StreamingDiskANN's disk-oriented traversal strategy enables high throughput on large indexes without requiring the entire graph to reside in memory. This is the architectural reason the Postgres stack outperforms Qdrant on raw QPS in this specific benchmark. That advantage is real and reproducible under the stated conditions; it does not extend automatically to every filter shape or every dataset size.

Where Qdrant still wins on latency consistency

The QPS number favors pgvectorscale, but QPS alone does not determine SLA fitness. Tiger Data's comparison reports p50, p95, and p99 latencies alongside throughput, but the exact numbers are not exposed in the excerpt used here, so any measured latency advantage has to be left unclaimed in this article.

The key trade-off is architectural rather than numeric: Qdrant applies payload filters during HNSW traversal and runs as a dedicated vector service, while PostgreSQL shares CPU, memory, and connection-management overhead with other relational workloads. For workloads where p99 spikes translate to user-facing timeout budgets, the tail-latency distribution still matters more than peak throughput even when the exact percentile values are not surfaced in the shortened comparison.

Latency consideration	Qdrant posture	pgvector + pgvectorscale posture
Filter application	During HNSW traversal (one-stage)	SQL predicate + StreamingDiskANN
Shared resource contention	Isolated vector-only engine	Shared Postgres process pool
Tail latency under filters	Architecturally optimized, exact p95/p99 not surfaced here	Benchmark-dependent, exact p95/p99 not surfaced here
Reported percentiles	p50, p95, p99 in Tiger Data source	p50, p95, p99 in Tiger Data source

Qdrant: strengths, weak spots, and ideal workload fit

Qdrant is a purpose-built vector search engine written in Rust, designed around payload-aware filtered retrieval. Its HNSW implementation integrates filter predicates directly into graph traversal rather than applying them as a separate stage, which preserves recall under complex, multi-condition filters that would otherwise require expensive post-processing.

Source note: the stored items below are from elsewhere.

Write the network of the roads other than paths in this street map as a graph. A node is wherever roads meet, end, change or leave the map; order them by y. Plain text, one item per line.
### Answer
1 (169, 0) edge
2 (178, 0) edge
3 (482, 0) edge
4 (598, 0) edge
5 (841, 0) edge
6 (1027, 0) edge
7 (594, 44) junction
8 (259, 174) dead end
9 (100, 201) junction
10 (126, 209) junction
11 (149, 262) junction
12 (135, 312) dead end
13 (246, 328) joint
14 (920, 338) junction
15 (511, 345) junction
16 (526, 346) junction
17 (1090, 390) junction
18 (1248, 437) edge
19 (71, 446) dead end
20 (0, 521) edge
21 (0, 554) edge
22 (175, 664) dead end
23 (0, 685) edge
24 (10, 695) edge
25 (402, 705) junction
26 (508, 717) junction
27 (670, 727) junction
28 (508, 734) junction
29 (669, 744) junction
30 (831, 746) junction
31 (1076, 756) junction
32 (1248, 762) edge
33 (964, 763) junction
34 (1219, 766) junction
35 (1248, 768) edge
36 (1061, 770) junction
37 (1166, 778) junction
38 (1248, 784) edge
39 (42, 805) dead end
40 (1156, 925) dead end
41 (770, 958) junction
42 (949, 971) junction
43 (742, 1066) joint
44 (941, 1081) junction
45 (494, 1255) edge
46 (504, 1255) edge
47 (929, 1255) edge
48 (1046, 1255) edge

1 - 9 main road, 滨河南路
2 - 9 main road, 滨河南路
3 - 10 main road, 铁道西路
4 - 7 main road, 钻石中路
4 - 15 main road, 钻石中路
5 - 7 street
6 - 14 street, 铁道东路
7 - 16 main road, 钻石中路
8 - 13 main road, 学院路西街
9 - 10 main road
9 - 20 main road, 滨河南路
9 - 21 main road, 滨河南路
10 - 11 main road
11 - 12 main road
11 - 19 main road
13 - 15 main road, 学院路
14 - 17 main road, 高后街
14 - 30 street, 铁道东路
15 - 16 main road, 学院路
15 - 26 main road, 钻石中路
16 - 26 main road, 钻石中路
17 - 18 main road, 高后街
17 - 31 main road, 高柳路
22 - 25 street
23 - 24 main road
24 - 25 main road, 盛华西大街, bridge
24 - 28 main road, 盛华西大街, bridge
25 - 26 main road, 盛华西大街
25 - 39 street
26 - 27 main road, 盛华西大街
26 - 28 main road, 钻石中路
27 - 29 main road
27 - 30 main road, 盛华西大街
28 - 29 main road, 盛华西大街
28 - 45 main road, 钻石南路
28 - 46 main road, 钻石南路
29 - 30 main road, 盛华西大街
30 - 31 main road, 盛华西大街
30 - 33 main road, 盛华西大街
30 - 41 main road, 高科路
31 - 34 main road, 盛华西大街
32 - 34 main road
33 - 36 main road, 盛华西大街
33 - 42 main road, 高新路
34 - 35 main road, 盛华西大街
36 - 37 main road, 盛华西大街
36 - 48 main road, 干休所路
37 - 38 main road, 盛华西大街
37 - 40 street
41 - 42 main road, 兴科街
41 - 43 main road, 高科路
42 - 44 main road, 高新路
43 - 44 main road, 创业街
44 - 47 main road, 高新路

Dimension	Qdrant	pgvector	pgvector + pgvectorscale
Payload filtering	Native, one-stage during HNSW traversal	SQL predicates through PostgreSQL planner	SQL predicates through PostgreSQL planner
Multi-tenancy	Collection-per-tenant or named vectors	PostgreSQL schema and row-level controls	PostgreSQL schema and row-level controls
Scaling model	Horizontal sharding, distributed mode	Vertical scale inside PostgreSQL	Disk-resident index on PostgreSQL
Operational burden	Standalone service, separate lifecycle	Postgres extension, no separate service	Postgres extension plus index-management overhead

Where Qdrant is a better operational fit

Qdrant runs as an independent service with no relational database dependency. For teams where vector search is a distinct capability — not tightly coupled to transactional Postgres tables — running Qdrant separately isolates resource consumption, eliminates shared query planner contention, and allows the vector index to be tuned, scaled, and upgraded on its own schedule.

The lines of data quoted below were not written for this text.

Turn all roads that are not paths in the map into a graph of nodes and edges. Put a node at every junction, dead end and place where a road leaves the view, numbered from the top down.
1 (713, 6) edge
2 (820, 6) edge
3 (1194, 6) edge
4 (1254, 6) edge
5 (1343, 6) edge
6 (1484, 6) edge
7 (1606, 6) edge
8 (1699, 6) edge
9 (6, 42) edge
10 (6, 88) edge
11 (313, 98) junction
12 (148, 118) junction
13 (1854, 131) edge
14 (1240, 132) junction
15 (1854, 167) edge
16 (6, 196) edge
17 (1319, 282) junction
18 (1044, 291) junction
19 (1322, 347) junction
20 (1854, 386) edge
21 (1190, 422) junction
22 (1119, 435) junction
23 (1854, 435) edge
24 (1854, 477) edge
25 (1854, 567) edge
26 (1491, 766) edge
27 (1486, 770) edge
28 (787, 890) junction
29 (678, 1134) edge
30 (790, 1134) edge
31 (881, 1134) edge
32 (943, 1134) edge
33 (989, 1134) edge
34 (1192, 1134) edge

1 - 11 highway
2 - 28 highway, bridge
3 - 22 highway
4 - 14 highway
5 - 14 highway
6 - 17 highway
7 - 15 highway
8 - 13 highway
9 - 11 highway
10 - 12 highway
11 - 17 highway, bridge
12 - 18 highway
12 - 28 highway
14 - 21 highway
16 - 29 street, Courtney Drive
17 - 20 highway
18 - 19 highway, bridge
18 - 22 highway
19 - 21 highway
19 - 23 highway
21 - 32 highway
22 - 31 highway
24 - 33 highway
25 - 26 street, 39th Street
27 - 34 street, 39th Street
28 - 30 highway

Pro Tip: If your vector workload runs alongside heavy OLTP writes or complex analytical queries in the same database, co-locating vectors in Postgres introduces resource contention that doesn't exist in a dedicated vector store. Qdrant's operational isolation means a spike in write throughput on your relational layer won't degrade p99 on vector retrieval.

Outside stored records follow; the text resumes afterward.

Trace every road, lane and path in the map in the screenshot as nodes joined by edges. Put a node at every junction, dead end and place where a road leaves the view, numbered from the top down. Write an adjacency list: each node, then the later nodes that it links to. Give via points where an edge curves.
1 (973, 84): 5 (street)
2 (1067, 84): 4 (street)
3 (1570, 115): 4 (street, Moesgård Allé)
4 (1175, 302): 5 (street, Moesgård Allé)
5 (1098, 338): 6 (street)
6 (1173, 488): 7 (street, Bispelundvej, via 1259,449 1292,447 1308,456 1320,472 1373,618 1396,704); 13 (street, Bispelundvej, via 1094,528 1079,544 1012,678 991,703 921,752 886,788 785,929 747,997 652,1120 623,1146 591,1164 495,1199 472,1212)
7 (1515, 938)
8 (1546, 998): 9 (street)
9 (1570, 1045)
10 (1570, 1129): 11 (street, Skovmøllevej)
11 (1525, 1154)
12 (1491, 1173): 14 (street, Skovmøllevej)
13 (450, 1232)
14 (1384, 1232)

Where Qdrant loses ground in this benchmark

On the cited 50M-vector, 99% recall benchmark, Qdrant posted 41.47 QPS against 471.57 QPS for pgvector+pgvectorscale — an 11.4× throughput deficit in this specific evaluation.

Watch Out: The 41.47 QPS result is workload-dependent. Tiger Data's benchmark reflects a specific dataset (50M × 768-dim Cohere embeddings), a specific recall target (99%), and specific AWS hardware. Qdrant's relative performance changes materially with different filter selectivities, different vector dimensionalities, and different concurrency patterns. Do not treat the 11.4× gap as a universal ceiling on Qdrant throughput — reproduce the benchmark on your actual workload before committing.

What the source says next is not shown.